### TASK DETAILS
When you copy the entries, match them exactly and omit the pictures.

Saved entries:
# # #

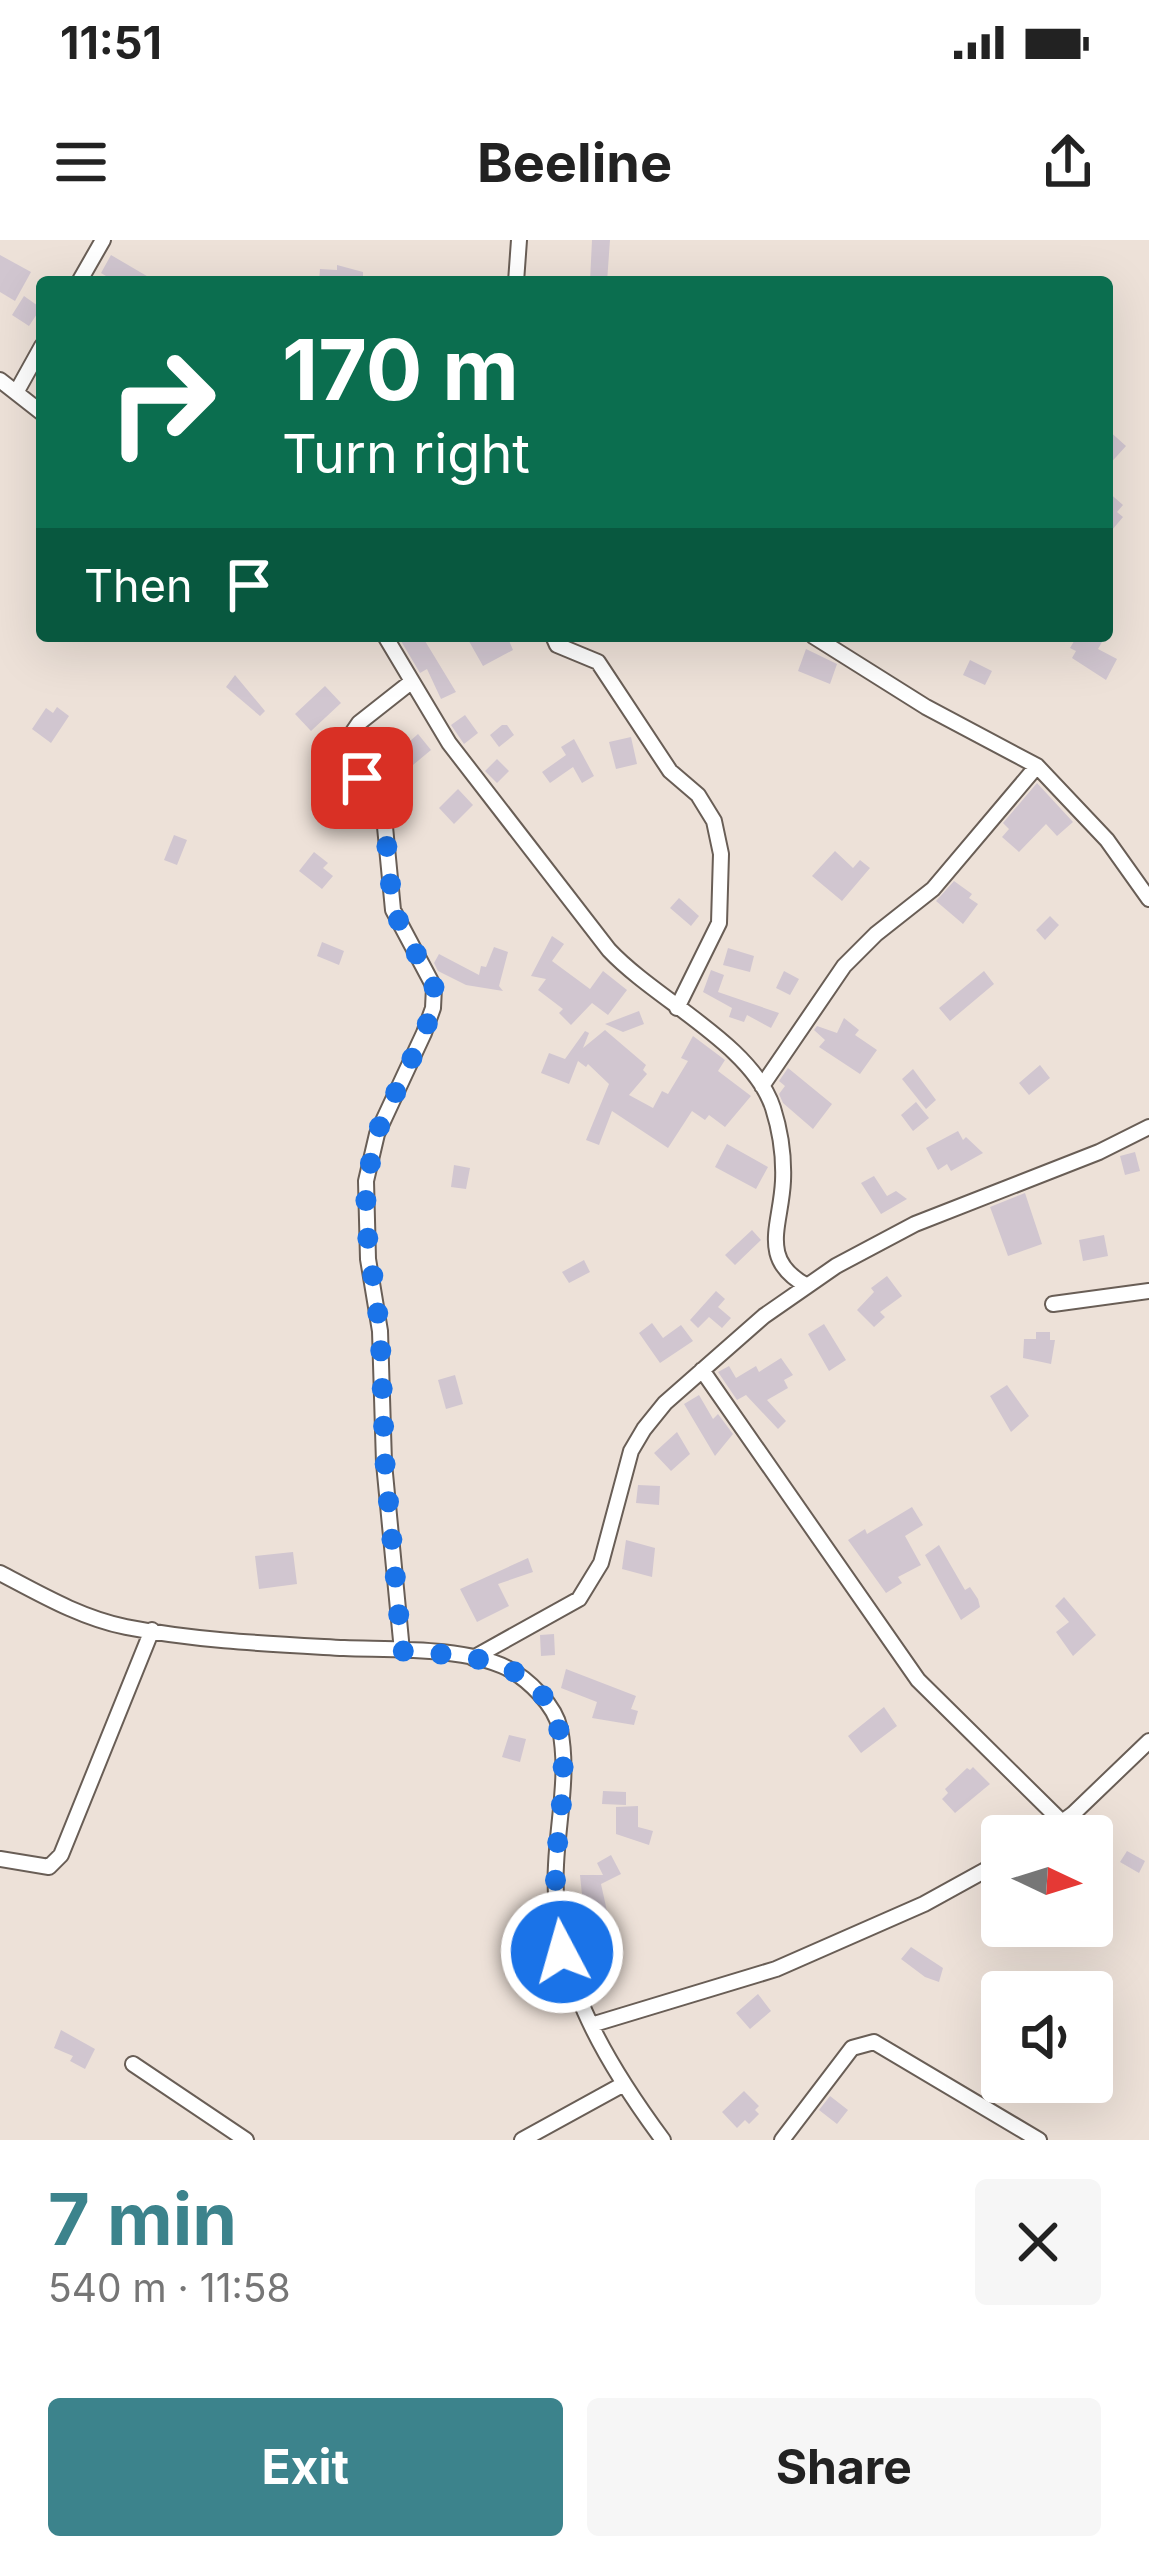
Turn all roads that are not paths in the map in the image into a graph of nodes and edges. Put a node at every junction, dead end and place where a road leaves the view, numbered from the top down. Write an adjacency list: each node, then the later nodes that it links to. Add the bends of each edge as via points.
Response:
1 (103, 240): 3 (street)
2 (519, 240): 4 (street)
3 (82, 276)
4 (516, 276)
5 (36, 356): 7 (street)
6 (0, 380): 7 (street)
7 (16, 391): 8 (street)
8 (36, 408)
9 (388, 642): 14 (street)
10 (556, 642): 17 (street, via 598,662 670,771 714,821 719,922)
11 (822, 642): 13 (street)
12 (841, 642): 13 (street)
13 (837, 652): 15 (street)
14 (411, 682): 17 (street, via 448,743 609,950); 26 (street, via 344,745 383,806 393,910 434,987 424,1033 376,1134 365,1217)
15 (1037, 766): 16 (street); 18 (street, via 933,889 844,966)
16 (1149, 899)
17 (677, 1008): 18 (street, via 729,1046)
18 (762, 1086): 20 (street, via 782,1152 775,1247 781,1265)
19 (1149, 1127): 20 (street, via 915,1224)
20 (807, 1286): 23 (street)
21 (1149, 1291): 22 (street)
22 (1053, 1304)
23 (702, 1370): 27 (street, via 665,1402 631,1451 601,1563 579,1599); 29 (street, via 918,1680)
24 (0, 1573): 25 (street, via 84,1615)
25 (152, 1630): 26 (street); 31 (street, via 61,1855 49,1867)
26 (402, 1651): 27 (street)
27 (472, 1658): 33 (street, via 508,1668 538,1691 559,1722 556,1912 562,1952)
28 (1149, 1741): 30 (street)
29 (1055, 1815)
30 (1070, 1815)
31 (0, 1859)
32 (981, 1872): 33 (street, via 776,1969)
33 (591, 2025): 35 (street)
34 (133, 2064): 36 (street)
35 (622, 2085): 37 (street); 38 (street)
36 (246, 2140)
37 (522, 2140)
38 (663, 2140)
39 (782, 2140): 40 (street, via 852,2048 874,2042)
40 (1039, 2140)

# # #

### RESPONSE BELOW
Turn all roads that are not paths in the map in the image into a graph of nodes and edges. Put a node at every junction, dead end and place where a road leaves the view, numbered from the top down. Write an adjacency list: each node, then the later nodes that it links to. Add the bends of each edge as via points.
Response:
1 (103, 240): 3 (street)
2 (519, 240): 4 (street)
3 (82, 276)
4 (516, 276)
5 (36, 356): 7 (street)
6 (0, 380): 7 (street)
7 (16, 391): 8 (street)
8 (36, 408)
9 (388, 642): 14 (street)
10 (556, 642): 17 (street, via 598,662 670,771 714,821 719,922)
11 (822, 642): 13 (street)
12 (841, 642): 13 (street)
13 (837, 652): 15 (street)
14 (411, 682): 17 (street, via 448,743 609,950); 26 (street, via 344,745 383,806 393,910 434,987 424,1033 376,1134 365,1217)
15 (1037, 766): 16 (street); 18 (street, via 933,889 844,966)
16 (1149, 899)
17 (677, 1008): 18 (street, via 729,1046)
18 (762, 1086): 20 (street, via 782,1152 775,1247 781,1265)
19 (1149, 1127): 20 (street, via 915,1224)
20 (807, 1286): 23 (street)
21 (1149, 1291): 22 (street)
22 (1053, 1304)
23 (702, 1370): 27 (street, via 665,1402 631,1451 601,1563 579,1599); 29 (street, via 918,1680)
24 (0, 1573): 25 (street, via 84,1615)
25 (152, 1630): 26 (street); 31 (street, via 61,1855 49,1867)
26 (402, 1651): 27 (street)
27 (472, 1658): 33 (street, via 508,1668 538,1691 559,1722 556,1912 562,1952)
28 (1149, 1741): 30 (street)
29 (1055, 1815)
30 (1070, 1815)
31 (0, 1859)
32 (981, 1872): 33 (street, via 776,1969)
33 (591, 2025): 35 (street)
34 (133, 2064): 36 (street)
35 (622, 2085): 37 (street); 38 (street)
36 (246, 2140)
37 (522, 2140)
38 (663, 2140)
39 (782, 2140): 40 (street, via 852,2048 874,2042)
40 (1039, 2140)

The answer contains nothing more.